**Task instructions**
Go through the data below. List every line that holds the word "junctions".

=-=-=

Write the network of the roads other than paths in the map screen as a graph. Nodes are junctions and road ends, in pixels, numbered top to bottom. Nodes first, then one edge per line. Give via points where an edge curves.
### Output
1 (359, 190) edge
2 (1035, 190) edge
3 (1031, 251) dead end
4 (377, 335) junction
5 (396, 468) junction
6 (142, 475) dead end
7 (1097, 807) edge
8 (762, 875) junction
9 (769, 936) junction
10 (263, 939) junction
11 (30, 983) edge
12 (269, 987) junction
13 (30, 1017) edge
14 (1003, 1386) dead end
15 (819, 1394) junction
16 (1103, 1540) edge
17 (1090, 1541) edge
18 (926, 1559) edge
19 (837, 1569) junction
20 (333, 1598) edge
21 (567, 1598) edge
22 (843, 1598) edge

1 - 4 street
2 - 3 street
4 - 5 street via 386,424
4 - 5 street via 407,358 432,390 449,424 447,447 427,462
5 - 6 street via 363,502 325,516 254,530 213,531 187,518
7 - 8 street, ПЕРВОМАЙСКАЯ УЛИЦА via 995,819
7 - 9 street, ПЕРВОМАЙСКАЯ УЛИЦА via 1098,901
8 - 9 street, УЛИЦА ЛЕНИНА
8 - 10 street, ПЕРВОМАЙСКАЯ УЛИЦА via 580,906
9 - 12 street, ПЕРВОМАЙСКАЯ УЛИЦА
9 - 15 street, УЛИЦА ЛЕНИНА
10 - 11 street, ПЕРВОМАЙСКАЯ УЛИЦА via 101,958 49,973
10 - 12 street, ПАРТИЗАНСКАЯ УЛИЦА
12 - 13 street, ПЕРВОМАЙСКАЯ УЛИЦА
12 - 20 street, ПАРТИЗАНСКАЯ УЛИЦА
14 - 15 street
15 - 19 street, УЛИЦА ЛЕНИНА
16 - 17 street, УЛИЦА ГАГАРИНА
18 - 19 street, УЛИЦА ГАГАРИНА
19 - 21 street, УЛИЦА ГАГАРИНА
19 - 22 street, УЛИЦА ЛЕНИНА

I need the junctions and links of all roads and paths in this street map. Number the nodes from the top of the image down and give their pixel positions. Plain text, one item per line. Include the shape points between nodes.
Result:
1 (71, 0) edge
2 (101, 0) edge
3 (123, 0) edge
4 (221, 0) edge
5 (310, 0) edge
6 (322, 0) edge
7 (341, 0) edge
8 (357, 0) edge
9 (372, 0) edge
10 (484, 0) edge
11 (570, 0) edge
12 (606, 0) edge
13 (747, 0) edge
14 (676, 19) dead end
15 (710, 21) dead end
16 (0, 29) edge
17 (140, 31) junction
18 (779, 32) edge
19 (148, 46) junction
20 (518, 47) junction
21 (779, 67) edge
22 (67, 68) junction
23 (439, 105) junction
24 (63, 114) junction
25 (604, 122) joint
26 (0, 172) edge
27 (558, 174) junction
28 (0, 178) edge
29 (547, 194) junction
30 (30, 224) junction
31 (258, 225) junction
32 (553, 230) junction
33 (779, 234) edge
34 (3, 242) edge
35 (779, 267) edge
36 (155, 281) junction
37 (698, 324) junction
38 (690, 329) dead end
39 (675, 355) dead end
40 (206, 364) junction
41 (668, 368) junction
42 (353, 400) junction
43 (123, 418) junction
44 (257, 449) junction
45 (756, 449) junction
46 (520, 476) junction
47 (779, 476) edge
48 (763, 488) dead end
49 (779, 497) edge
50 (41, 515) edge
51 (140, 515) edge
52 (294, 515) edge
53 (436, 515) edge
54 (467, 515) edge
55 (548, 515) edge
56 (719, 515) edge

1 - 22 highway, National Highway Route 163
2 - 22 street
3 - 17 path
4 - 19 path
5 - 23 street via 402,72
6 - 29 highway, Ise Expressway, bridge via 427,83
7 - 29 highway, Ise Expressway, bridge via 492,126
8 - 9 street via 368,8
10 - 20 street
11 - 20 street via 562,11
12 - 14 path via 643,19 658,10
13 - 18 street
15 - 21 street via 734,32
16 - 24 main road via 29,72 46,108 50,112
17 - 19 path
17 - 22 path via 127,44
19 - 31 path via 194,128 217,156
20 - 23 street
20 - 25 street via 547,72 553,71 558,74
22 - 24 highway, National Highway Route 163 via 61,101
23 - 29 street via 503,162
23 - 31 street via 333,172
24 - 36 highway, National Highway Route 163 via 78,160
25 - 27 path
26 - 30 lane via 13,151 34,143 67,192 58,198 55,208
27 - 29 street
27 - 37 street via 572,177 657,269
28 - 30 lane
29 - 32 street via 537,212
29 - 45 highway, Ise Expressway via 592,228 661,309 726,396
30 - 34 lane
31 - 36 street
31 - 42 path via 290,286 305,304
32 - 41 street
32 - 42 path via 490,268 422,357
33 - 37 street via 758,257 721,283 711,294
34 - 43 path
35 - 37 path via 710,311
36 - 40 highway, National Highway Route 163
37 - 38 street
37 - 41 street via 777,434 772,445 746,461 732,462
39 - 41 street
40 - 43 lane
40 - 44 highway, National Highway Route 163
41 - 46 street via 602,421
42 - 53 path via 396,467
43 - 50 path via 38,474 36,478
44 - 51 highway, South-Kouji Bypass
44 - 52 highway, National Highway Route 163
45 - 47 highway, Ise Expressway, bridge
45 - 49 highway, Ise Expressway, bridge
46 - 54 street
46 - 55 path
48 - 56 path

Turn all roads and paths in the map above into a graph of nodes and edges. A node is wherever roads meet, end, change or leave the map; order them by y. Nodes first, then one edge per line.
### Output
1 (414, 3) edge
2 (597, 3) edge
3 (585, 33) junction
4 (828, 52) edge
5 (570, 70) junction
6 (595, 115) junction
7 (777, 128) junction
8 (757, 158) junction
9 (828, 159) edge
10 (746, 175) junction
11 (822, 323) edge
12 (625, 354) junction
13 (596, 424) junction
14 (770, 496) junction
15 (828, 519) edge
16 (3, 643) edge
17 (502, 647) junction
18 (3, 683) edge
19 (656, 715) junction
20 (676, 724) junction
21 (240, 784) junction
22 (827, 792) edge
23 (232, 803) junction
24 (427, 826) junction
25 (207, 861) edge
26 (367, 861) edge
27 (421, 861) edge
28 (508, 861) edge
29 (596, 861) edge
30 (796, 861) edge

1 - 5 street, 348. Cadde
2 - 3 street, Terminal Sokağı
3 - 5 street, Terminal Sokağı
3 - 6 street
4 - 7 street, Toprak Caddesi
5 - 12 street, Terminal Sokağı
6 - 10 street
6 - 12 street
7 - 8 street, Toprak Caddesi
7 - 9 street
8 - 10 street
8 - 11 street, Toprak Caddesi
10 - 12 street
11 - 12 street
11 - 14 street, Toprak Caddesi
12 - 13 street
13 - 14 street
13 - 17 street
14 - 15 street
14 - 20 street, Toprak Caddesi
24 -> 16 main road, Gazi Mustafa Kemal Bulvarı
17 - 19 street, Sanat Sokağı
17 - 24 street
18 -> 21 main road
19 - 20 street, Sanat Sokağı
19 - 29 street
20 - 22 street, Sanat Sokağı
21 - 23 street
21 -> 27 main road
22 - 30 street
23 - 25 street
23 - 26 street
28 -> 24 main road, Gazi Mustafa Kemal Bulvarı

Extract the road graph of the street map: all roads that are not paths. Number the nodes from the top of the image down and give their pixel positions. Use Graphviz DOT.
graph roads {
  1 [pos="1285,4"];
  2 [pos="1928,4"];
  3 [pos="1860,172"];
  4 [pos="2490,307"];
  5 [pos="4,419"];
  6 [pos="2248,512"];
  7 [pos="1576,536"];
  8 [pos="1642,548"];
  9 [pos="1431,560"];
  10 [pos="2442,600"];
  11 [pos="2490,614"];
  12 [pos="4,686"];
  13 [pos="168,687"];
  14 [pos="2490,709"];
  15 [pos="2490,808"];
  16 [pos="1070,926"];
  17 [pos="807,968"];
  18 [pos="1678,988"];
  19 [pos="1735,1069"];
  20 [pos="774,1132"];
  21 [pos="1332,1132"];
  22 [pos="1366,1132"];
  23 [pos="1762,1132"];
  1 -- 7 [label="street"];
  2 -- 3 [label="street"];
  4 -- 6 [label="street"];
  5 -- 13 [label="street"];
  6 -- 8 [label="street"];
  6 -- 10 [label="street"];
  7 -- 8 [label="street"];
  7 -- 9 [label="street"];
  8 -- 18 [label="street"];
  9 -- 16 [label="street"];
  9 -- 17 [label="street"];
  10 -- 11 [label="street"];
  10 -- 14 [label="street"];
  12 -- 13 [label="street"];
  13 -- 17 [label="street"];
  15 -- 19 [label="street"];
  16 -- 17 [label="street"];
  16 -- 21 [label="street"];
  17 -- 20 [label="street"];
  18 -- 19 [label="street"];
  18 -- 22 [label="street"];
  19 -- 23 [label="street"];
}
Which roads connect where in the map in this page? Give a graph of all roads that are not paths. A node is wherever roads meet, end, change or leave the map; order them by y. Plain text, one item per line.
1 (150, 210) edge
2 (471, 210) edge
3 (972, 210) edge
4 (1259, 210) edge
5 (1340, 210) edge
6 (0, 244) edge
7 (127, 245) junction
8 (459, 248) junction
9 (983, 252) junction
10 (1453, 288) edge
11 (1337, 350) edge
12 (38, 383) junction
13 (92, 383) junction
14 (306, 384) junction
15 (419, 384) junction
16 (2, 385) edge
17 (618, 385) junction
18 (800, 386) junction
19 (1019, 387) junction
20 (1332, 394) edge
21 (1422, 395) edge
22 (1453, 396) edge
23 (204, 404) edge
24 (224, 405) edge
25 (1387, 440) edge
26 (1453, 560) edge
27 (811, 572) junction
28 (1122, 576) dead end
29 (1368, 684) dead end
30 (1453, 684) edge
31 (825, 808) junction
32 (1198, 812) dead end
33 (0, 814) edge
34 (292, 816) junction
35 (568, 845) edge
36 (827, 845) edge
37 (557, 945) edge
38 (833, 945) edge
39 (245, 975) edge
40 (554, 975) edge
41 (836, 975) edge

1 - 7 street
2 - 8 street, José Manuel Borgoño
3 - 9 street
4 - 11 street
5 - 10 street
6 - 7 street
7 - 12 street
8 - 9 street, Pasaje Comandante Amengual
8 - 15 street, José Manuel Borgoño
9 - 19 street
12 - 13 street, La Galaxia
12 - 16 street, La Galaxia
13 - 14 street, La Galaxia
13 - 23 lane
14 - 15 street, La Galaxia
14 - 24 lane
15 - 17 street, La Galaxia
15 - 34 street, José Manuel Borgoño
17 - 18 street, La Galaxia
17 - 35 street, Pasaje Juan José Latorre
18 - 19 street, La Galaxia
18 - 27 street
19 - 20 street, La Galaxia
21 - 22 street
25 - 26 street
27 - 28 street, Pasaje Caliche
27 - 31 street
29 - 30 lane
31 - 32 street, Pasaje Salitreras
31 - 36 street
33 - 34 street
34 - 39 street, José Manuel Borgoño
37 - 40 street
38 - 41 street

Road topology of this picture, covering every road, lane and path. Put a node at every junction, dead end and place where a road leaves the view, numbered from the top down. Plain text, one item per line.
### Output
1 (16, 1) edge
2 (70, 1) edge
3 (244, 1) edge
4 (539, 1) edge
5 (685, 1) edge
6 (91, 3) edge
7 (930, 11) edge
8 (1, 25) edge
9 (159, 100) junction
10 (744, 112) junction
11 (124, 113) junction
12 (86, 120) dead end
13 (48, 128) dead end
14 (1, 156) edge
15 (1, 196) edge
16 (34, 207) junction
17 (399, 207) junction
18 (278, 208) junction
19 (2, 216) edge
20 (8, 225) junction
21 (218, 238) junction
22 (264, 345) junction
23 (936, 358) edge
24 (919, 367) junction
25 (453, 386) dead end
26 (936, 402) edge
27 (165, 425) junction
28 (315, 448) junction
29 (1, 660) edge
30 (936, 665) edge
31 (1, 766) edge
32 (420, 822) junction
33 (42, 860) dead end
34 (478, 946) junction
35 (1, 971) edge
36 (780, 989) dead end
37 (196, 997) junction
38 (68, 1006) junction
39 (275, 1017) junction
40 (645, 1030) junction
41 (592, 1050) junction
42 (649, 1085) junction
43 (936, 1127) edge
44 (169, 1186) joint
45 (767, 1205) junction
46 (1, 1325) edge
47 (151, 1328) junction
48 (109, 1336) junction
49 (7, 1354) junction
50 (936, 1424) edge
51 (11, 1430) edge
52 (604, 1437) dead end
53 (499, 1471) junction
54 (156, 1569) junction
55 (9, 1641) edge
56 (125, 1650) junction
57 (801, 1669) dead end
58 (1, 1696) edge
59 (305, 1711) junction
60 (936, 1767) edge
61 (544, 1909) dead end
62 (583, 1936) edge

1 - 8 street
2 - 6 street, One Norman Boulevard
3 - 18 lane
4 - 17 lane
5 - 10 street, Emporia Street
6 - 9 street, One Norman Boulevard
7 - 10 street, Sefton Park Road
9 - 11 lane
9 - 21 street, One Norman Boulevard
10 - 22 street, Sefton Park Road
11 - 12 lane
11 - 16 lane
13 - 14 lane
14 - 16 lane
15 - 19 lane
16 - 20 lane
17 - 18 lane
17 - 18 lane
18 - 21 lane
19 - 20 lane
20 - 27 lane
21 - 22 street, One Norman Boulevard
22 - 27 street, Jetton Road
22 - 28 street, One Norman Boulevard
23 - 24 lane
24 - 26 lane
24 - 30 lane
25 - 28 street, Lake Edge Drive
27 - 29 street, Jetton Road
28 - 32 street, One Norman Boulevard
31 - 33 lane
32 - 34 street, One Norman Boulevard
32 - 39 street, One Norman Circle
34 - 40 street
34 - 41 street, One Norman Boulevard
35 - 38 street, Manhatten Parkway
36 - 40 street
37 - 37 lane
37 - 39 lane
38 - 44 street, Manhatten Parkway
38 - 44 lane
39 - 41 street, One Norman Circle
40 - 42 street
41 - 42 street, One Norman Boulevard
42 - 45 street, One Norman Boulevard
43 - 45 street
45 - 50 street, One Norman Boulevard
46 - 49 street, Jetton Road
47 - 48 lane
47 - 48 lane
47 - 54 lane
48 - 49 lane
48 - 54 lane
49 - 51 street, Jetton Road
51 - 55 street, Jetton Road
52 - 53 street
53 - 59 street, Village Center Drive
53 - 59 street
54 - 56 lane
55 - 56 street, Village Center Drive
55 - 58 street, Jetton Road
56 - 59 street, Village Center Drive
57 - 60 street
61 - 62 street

=-=-=

**Response to the exercise**
Write the network of the roads other than paths in the map screen as a graph. Nodes are junctions and road ends, in pixels, numbered top to bottom. Nodes first, then one edge per line. Give via points where an edge curves.
I need the junctions and links of all roads and paths in this street map. Number the nodes from the top of the image down and give their pixel positions. Plain text, one item per line. Include the shape points between nodes.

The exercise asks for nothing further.